# Black Fry Pans



## rmullins (Jan 13, 2012)

I am really thinking about getting several black fry pans.

When I visit restaurants I often see a great pile of fry pans after a busy night and was wondering what is the most common size for a full-on bistro-type restaurant like Les Halles, or Bouchon, etc, etc.

To be clear, I know in the home environment a person would want something else for practicality, but if I was planning for setting up a new lunch place what would I want?

Thanks.


----------



## ordo (Mar 19, 2009)

I recently bought a set of frying pans, Ø = 14, 16, 20, 22, 24 cm. Pick:





  








orqwkj.jpg




__
ordo


__
Nov 16, 2012








Most used: 20 and 24 cm. A 26 cm. could be a nice addition.

If I should buy a minimalist set, I would get Ø = 22 and 26 cm.

It also depends on two factors: your stoves and the number of people you're cooking for.

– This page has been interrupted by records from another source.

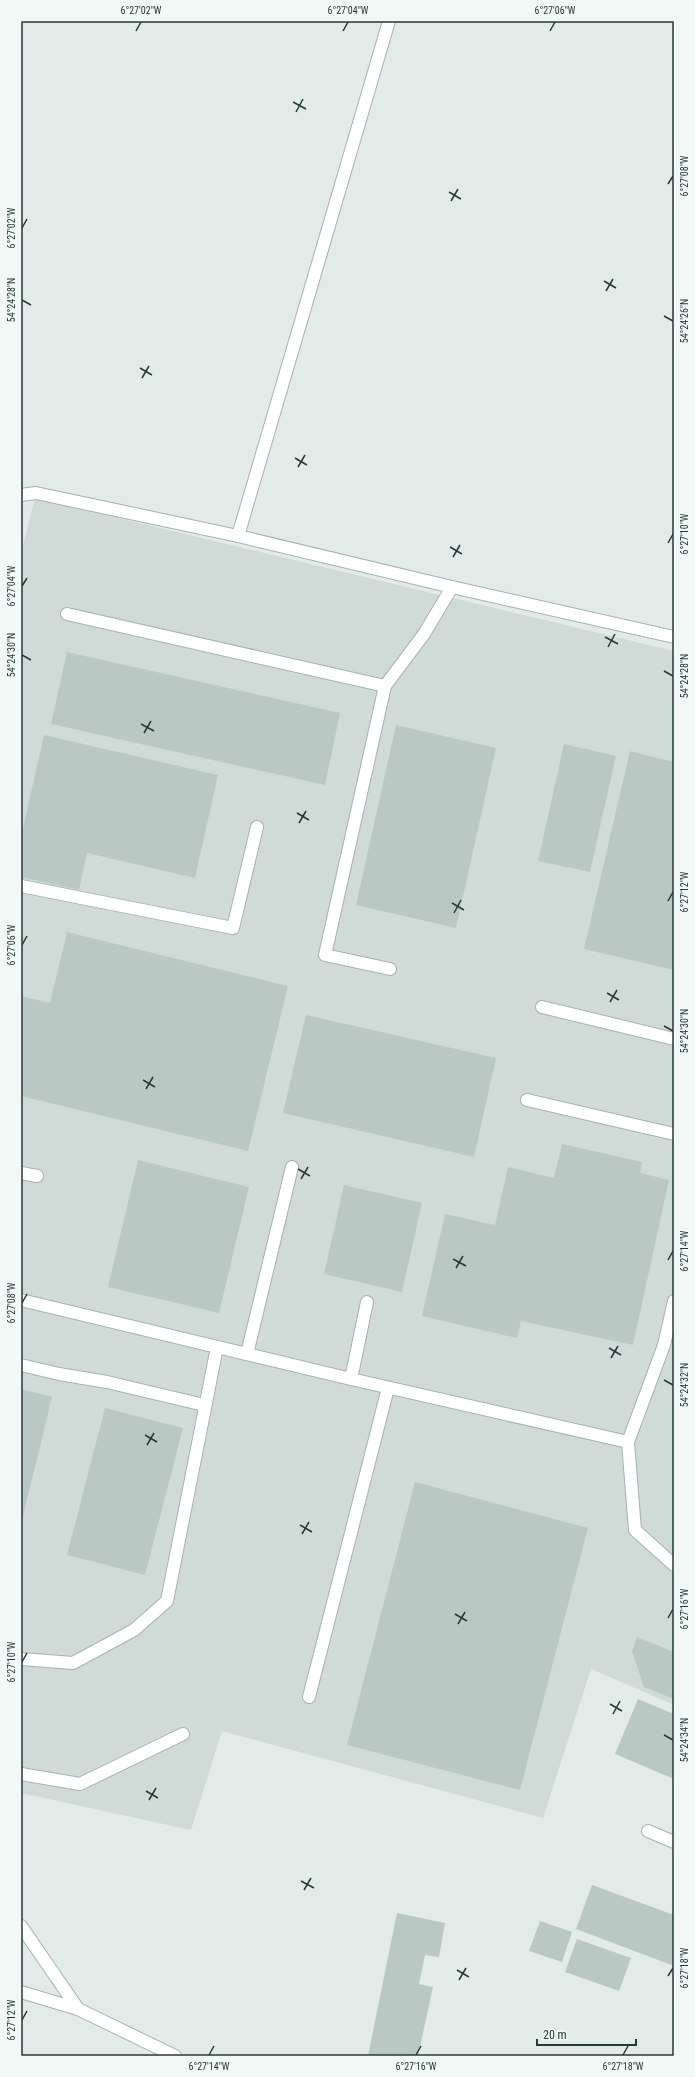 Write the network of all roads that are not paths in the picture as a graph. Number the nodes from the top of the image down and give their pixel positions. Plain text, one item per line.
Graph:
1 (389, 21) edge
2 (21, 495) edge
3 (238, 536) junction
4 (452, 587) junction
5 (68, 614) dead end
6 (674, 637) edge
7 (386, 686) junction
8 (257, 827) dead end
9 (21, 886) edge
10 (390, 969) dead end
11 (542, 1007) dead end
12 (674, 1039) edge
13 (527, 1100) dead end
14 (674, 1134) edge
15 (292, 1167) dead end
16 (21, 1172) edge
17 (37, 1176) dead end
18 (21, 1300) edge
19 (674, 1301) edge
20 (367, 1302) dead end
21 (217, 1347) junction
22 (669, 1348) edge
23 (247, 1354) junction
24 (21, 1365) edge
25 (351, 1379) junction
26 (388, 1388) junction
27 (204, 1406) junction
28 (628, 1442) junction
29 (674, 1565) edge
30 (21, 1659) edge
31 (309, 1697) dead end
32 (183, 1734) dead end
33 (21, 1774) edge
34 (648, 1831) dead end
35 (674, 1842) edge
36 (21, 1926) edge
37 (21, 1992) edge
38 (78, 2009) junction
39 (175, 2056) edge

1 - 3 street
2 - 3 street
3 - 4 street
4 - 6 street
4 - 7 street
5 - 7 street
7 - 10 street
8 - 9 street
11 - 12 street
13 - 14 street
15 - 23 street
16 - 17 street
18 - 21 street
19 - 22 street
20 - 25 street
21 - 23 street
21 - 27 street
22 - 28 street
23 - 25 street
24 - 27 street
25 - 26 street
26 - 28 street
26 - 31 street
27 - 30 street
28 - 29 street
32 - 33 street
34 - 35 street
36 - 38 street
37 - 38 street
38 - 39 street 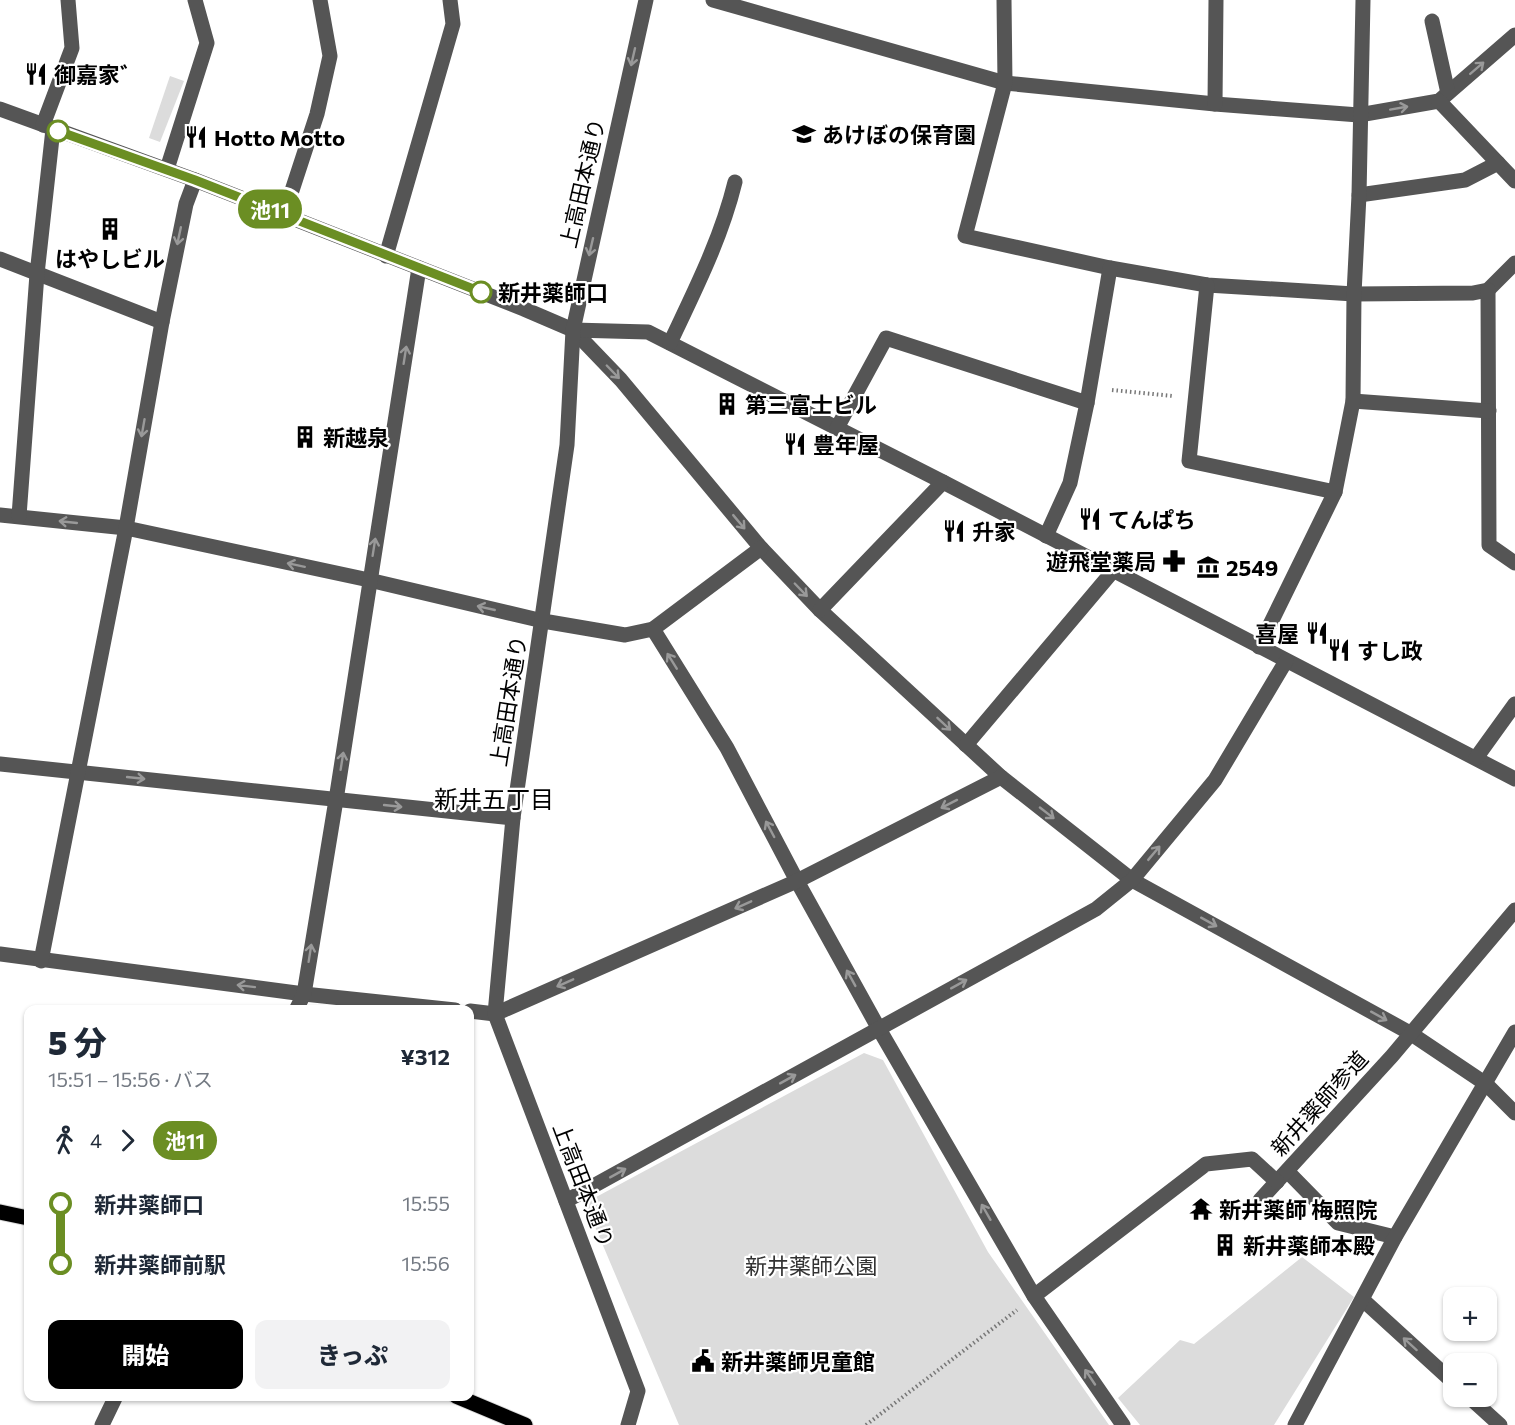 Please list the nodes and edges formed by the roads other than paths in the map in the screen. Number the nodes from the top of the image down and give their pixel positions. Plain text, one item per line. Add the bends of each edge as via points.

Restaurants like you mention surely have every imagined pans on earth.


----------



## cheflayne (Aug 21, 2004)

For predominant firing work it is dependent of course on menu and style, such as how much a la minute of sauces, but off the top of my head I would say 7", 10", 12". The 12" recommendation could possibly be eliminated based on whether pasta is a menu item or not.


----------



## michaelga (Jan 30, 2012)

a whole lot of 10" pans

cheap and fast.... no one cares in a restaurant if you burn the hell out of a pan... they just care that the food is tasty

your dish-washing capability will dictate how many pans you need... we go thru about ~100 clean pans a night, figure out how fast they come back from the dish-pit and how fast you dirty them... this will equal how many pans you need.


----------



## rmullins (Jan 13, 2012)

OK, this next one is kinda killing me.

After researching several days I think I have finally decided on the DeBuyers Carbone + line for the following reasons;

1.  It's the same as the more expensive Mineral line just without all the branding.

2.  From the forums I have read it seems to be a thicker pan than others in the same general.

3.  It uses rivets to attach the handle to the pan.

4.  Tends to be thicker than most 'black steel' pans including the Matfers.

My only problem at this point is that I am having a hell of a time trying to find someone who sells them.

Anybody have a resource?

-thanks.


----------



## brianshaw (Dec 18, 2010)

I got mine mail order from Kerekes:

*http://www.bakedeco.com/*


----------



## french fries (Sep 5, 2008)

rmullins said:


> 1. It's the same as the more expensive Mineral line just without all the branding.


Have you ever handled both pans? The finish is completely different. The Mineral line has an incredible finish (never seen carbon steel that were that well finished before), while the Carbon plus is more of your regular rough steel pan finish.


----------



## rmullins (Jan 13, 2012)

I did read that the finish was much better on the 'Mineral' line, but reviewers tended to say things like;

1.  Didn't affect the cooking quality.

2.  The steel pans end up looking pretty rough eventually anyway.

Since I have not actually seen both live and in person which do you prefer to cook with? and is it enough of a difference to justify a $20 difference per pan?

thanks for the input.


----------



## rmullins (Jan 13, 2012)

BrianShaw said:


> I got mine mail order from Kerekes:
> 
> *http://www.bakedeco.com/*


They do not carry the Carbone + fry pans. (not to be confused with the 'ROUND' carbone + fry pans which are much different)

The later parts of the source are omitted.